God then told Abraham in 17:12, 14 "I will make you...the father of many nations." (Father Abraham had many sons. Many sons had Father Abraham. I am one of them and so are you so let's just praise the Lord. Right arm... - what is up with the right arm, left arm, etc stuff??? or is it a ploy to get kids to turn around and sit down?)

Pastor then points out that "in spite of your past, God wants to make something of you!" Now we need to ask God what He desires to make of us. Once upon a time in another life, I used to pray for God to make His will the desire of my heart. I was purposely NOT praying for a litany of items that I thought I wanted or even needed. I was only praying for his will as my desire. Maybe that is where I need to start....

"Daddy God, you know me better than me. Please make your will the full desire of my heart. I want to have my thirst quenched and my hunger slated. I know in my head you can do that. Please help."

Than God told Abraham to do the impossible - 22:2 "Take your son, your only son Isaac, ... and offer him ... as a burnt offering."

WHAT???? You wait until you're almost 100 years old to have a child with your beloved and God wants you to what??? Sacrifice him? Why? why? why? Does God dislike us that much?

Amazingly, Abraham obeyed the command. I wonder what Sarah said. "No Abe. I don't think so. This is MY son. My ONLY son. Now go find a nice lamb to sacrifice. God'll understand." I imagine she wept from moments before they left until they returned. Tears of grief turned into tears of joy when she saw her baby boy - alive and well. Oh the joy to see your son alive and well. I can only imagine.

God had an out.
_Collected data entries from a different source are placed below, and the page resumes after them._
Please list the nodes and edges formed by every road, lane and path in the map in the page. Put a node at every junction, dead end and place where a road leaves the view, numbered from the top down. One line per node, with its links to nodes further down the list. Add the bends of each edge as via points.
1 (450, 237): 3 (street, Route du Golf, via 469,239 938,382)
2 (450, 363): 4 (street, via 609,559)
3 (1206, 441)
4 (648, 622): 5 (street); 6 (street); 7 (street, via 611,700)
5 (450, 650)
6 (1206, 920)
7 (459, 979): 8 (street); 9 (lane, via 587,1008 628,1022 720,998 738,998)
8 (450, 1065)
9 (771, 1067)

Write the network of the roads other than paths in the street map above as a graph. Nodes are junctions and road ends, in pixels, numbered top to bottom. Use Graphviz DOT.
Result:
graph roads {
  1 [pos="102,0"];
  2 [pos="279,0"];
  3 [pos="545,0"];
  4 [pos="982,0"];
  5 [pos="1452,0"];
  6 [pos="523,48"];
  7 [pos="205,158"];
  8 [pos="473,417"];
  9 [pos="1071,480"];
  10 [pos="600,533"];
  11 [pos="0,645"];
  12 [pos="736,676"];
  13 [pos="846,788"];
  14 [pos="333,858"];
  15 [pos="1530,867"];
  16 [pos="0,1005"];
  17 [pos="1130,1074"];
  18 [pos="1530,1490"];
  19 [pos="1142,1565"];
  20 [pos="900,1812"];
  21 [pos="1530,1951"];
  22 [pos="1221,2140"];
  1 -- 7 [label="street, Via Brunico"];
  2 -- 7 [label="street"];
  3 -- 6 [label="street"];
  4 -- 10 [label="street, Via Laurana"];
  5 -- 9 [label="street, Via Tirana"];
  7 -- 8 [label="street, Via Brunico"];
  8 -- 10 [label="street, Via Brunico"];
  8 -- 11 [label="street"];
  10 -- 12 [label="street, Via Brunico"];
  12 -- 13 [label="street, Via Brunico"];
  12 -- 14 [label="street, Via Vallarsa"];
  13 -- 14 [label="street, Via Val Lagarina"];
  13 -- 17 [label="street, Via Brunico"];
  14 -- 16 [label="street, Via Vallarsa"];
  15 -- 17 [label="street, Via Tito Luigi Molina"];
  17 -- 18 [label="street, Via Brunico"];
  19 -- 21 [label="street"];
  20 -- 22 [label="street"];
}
Isaac asked where the sacrifice was at one point and his father went so far as to bind his son, place him on the alter and hold his knife over him. Ever faithful, Abraham just knew God would provide a ram. but he continued as if one wouldn't come.

I can see the tears streaming down his face. The pleading in his heart, God-please don't make me really do this. Repeated over and over like a mantra. The confusion and fear in Isaac's eyes as he sees his father about to kill him while he is lying on the wood of the alter. Was he gagged? Was he pleading with his father to not do this? Was he quiet and resigned to what was about to happen?

Then a voice cried out to Abraham. It likely had to be loud to be heard over his pounding heart, pleading thoughts, and begging son. Thankfully Abraham heard God in time. A ram was provided and he was richly blessed with many descendants. 22:18 "...because you have obeyed me."

Is it really that easy?? Just obey? Just give it all up to Him?

Pastor thinks God is saying, "All of life is a test and a trust. Like Abraham, I will ask you to do many things in this life. Some will make sense. Some may not. the question is, will you follow my calls and commands - and my word - even when it doesn't make sense to you?"

Could I follow like Abraham did? To the point of sacrificing a child? I don't know. My heart is still fractured from the loss of Lucas. and that wasn't my choice. Or was God asking me to keep getting out of bed, continue being a wife, become a mom to 2 amazing children, live life?

That is hard. and it still makes no sense. I pretend sometimes to believe that great things have come from Luke's death. Or from things I did as a teen and young adult. but then i doubt anything good happened. Is this blind faith? Closing your eyes

What hard thing is God asking you to do? Do we trust Him - can we truly step out in faith - to provide a ram, a solution, a hope and a way?"

How do we really develop trust in God? We thought we were trusting Him when I accepted the job in NC and we moved here knowing no one, only one of us having a job, not having a church. Now we are wondering if we really did the right thing. I quit my job. We rarely have couple time nevermind family time. I am finding it hard to wait for Him to provide a solution, a hope and a way.

Pastor ends with a reminder about Abraham's faith and trust. He asks "Has your life known failure? How can you begin writing a new ending today?"

Oh yes. There's been failure. a new ending? how to begin? good question. It seems there have been MANY times I tried to start writing a new ending. Then I stop and give up, become frustrated, grab hold again of the past. And try to start changing that ending - again. and again. and again.